According to court documents filed last week, Netflix has agreed to change its data storage practices and pay about $9 million to settle allegations that it unlawfully retained and disclosed customers’ video-viewing histories.  Specifically, Netflix agreed to decouple viewing history from identification information once users have been inactive for a year; to pay $30,000 to the class representatives; to pay up to $2.25 million to class counsel; and to give the remaining funds to nonprofit organizations that provide privacy-related education.  The proposed settlement agreement has been submitted to the court for preliminary approval. 

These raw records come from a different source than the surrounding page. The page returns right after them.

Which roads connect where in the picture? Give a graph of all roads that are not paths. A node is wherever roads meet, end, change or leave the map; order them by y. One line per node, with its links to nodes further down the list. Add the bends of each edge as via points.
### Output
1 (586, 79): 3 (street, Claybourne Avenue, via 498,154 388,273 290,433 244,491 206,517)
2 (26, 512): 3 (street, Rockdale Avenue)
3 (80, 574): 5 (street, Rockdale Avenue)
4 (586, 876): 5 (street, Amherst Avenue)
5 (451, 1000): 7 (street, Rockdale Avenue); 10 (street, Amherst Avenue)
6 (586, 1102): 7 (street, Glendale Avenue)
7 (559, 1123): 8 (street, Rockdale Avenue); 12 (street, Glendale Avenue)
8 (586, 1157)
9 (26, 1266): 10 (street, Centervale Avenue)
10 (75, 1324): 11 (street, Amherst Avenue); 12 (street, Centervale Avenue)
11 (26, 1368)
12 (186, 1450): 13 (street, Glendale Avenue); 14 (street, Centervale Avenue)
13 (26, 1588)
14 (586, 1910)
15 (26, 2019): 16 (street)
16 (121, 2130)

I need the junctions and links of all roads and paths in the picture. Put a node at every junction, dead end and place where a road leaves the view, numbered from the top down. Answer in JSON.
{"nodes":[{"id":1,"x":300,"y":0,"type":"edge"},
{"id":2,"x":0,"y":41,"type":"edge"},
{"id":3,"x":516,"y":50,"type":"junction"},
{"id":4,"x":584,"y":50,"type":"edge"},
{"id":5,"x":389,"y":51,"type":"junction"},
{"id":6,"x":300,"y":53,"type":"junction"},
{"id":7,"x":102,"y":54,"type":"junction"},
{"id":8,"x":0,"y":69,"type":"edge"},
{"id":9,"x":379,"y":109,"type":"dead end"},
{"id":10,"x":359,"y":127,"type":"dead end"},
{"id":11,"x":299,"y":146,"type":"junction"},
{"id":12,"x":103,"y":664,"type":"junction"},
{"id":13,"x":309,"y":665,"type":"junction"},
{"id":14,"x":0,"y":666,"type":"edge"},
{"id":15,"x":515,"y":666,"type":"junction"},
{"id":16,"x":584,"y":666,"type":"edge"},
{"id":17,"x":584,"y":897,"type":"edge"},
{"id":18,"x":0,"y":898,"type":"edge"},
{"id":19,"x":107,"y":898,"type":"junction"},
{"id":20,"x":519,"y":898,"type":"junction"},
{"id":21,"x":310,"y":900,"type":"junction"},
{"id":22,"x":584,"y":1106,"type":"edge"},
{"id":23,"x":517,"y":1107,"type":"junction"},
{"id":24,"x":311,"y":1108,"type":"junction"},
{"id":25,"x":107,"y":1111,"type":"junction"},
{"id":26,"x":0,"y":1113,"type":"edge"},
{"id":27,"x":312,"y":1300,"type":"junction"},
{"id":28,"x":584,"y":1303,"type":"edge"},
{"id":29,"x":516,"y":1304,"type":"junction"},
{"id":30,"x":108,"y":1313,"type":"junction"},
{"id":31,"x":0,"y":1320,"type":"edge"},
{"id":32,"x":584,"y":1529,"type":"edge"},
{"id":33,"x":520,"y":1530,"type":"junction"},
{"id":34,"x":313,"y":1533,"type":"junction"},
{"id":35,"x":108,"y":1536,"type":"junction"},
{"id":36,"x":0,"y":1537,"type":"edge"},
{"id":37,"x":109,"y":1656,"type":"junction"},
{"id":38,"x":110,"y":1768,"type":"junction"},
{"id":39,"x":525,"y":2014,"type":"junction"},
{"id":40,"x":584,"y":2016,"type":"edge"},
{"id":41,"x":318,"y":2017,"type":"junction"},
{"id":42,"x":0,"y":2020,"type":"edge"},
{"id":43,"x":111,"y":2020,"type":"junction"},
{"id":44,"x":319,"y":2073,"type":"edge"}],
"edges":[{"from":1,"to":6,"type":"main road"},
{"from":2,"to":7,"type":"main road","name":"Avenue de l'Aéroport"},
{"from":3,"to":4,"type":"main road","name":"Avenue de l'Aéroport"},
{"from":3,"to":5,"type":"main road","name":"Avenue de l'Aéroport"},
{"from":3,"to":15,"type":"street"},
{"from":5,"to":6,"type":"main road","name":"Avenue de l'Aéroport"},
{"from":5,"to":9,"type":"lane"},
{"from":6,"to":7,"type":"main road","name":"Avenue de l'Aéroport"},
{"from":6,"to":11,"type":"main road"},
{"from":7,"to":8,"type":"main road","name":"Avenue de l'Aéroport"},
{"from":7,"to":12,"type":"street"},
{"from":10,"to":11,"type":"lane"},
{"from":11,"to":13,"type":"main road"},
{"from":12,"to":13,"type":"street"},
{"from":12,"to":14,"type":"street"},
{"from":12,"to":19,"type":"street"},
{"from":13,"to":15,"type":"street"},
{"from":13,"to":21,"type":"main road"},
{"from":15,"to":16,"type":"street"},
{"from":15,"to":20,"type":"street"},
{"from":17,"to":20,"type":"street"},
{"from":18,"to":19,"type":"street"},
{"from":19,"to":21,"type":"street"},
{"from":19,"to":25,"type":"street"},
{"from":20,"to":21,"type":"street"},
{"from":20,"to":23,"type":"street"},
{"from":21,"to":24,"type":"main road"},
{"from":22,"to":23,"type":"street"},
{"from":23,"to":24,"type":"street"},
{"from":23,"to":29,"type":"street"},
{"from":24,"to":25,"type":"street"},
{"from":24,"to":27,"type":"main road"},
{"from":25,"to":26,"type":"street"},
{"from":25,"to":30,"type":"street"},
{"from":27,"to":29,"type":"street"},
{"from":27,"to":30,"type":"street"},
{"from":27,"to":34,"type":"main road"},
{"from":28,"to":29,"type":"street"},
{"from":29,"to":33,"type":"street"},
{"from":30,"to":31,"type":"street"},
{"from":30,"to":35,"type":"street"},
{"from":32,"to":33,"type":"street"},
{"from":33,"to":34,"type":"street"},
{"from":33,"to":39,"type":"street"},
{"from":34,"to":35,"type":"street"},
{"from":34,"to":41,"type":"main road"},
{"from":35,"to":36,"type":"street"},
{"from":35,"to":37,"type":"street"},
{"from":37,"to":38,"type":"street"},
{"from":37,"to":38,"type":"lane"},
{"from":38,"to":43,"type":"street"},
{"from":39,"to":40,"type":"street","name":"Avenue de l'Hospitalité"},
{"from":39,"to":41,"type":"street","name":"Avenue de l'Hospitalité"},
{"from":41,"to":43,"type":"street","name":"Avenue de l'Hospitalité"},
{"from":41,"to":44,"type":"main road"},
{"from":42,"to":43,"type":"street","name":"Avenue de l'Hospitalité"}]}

The injunctive remedies, cy pres relief, and sizable award to class counsel in In re Netflix Privacy Litigation are consistent with settlements reached in earlier privacy-related lawsuits.  For example:

  • Nguyen v. Metacafe.  To settle allegations over the use of “Flash cookies” (i.e., local shared objects stored in the memory of Adobe’s Flash Player plugin), Metacafe agreed to reimburse class members up to $250 for out-of-pocket expenses; to not use Flash cookies for storing user information absent adequate disclosure; to not use Flash cookies for respawning HTTP cookies; to cease transmitting user IDs to third parties such as comScore; to allow users to cancel their accounts; and to pay $7,500 to the class representatives and $375,000 to class counsel. 
  • Hillman v. Ringleader Digital, Inc.  As we previously noted, to settle claims that it unlawfully used HTML5 to track users’ online activities, Ringleader Digital agreed to work with the Mobile Marketing Association on industry standards; delete information collected from users who opted out of tracking; improve its disclosures informing users about how to opt out; and pay $30,000 to the named plaintiffs and $670,000 in attorneys’ fees. 
  • In re Clearspring Flash Cookie Litigation and In re Quantcast Advertising Cookie Ligitation.  As discussed in an earlier post, to settle allegations over “Flash cookies” being used to track browsing activity, Clearspring and Quantcast agreed to pay $2.4 million to a nonprofit dedicated to promoting privacy awareness.  The publishers who used Clearspring’s and Quantcast’s analytics services agreed to recommend amendments to industry self-regulatory principles to prohibit using Flash cookies for respawning; provide a link to an opt-out tool for behavioral advertising; and disclose their use of Flash cookies on their sites. 
  • In re Google Buzz Privacy Litigation.  To settle allegations that its Buzz social network disclosed email contact lists without consent, Google agreed to “disseminate wider public education about the privacy aspects of … Buzz” and to set up a $8.5 million settlement fund.  The court ultimately awarded about $6 million to various organizations focused on Internet privacy policy or privacy education; $2,500 to each class representative; and about $2.2 million to class counsel. 
  • Lane v. Facebook.  To settle allegations that its Beacon program unlawfully disclosed personal information, Facebook agreed to terminate Beacon and establish a $9.5 million settlement fund.  The court ultimately awarded about $36,000 to the class representatives and $2.4 million to class counsel, with the remaining funds to be used for the creation of a new privacy foundation.  That initiative remains on hold pending the resolution of certain objectors’ appeal to the Ninth Circuit. 

Additionally, in the last few months a number of retailers have agreed to settle putative class actions alleging illegal collection of ZIP code information under California’s Song-Beverly Act: 

  • Bed Bath & Beyond agreed to provide class members with either a $7 gift card or a discount certificate for 15% off a purchase of up to $250; pay $3,000 to the class representative; and pay up to $200,000 to class counsel. 
  • Lowe’s agreed to pay a total of $2.9 million, a figure which includes a $9 gift card to class members; $5,000 each to the lead plaintiffs; $750,000 to class counsel; and up to $300,000 to the arbitrator. 
  • Tiffany and Co. agreed to provide a voucher for either $10 off or free engraving to class members; $142,000 in attorneys’ fees to class counsel; and $2,000 to the class representative.

The Supreme Court’s forthcoming decision in Edwards v. First American Bank could alter the settlement calculus in other privacy-related lawsuits if the Court finds that an alleged statutory violation is sufficient to create Article III standing.  We will be following developments closely.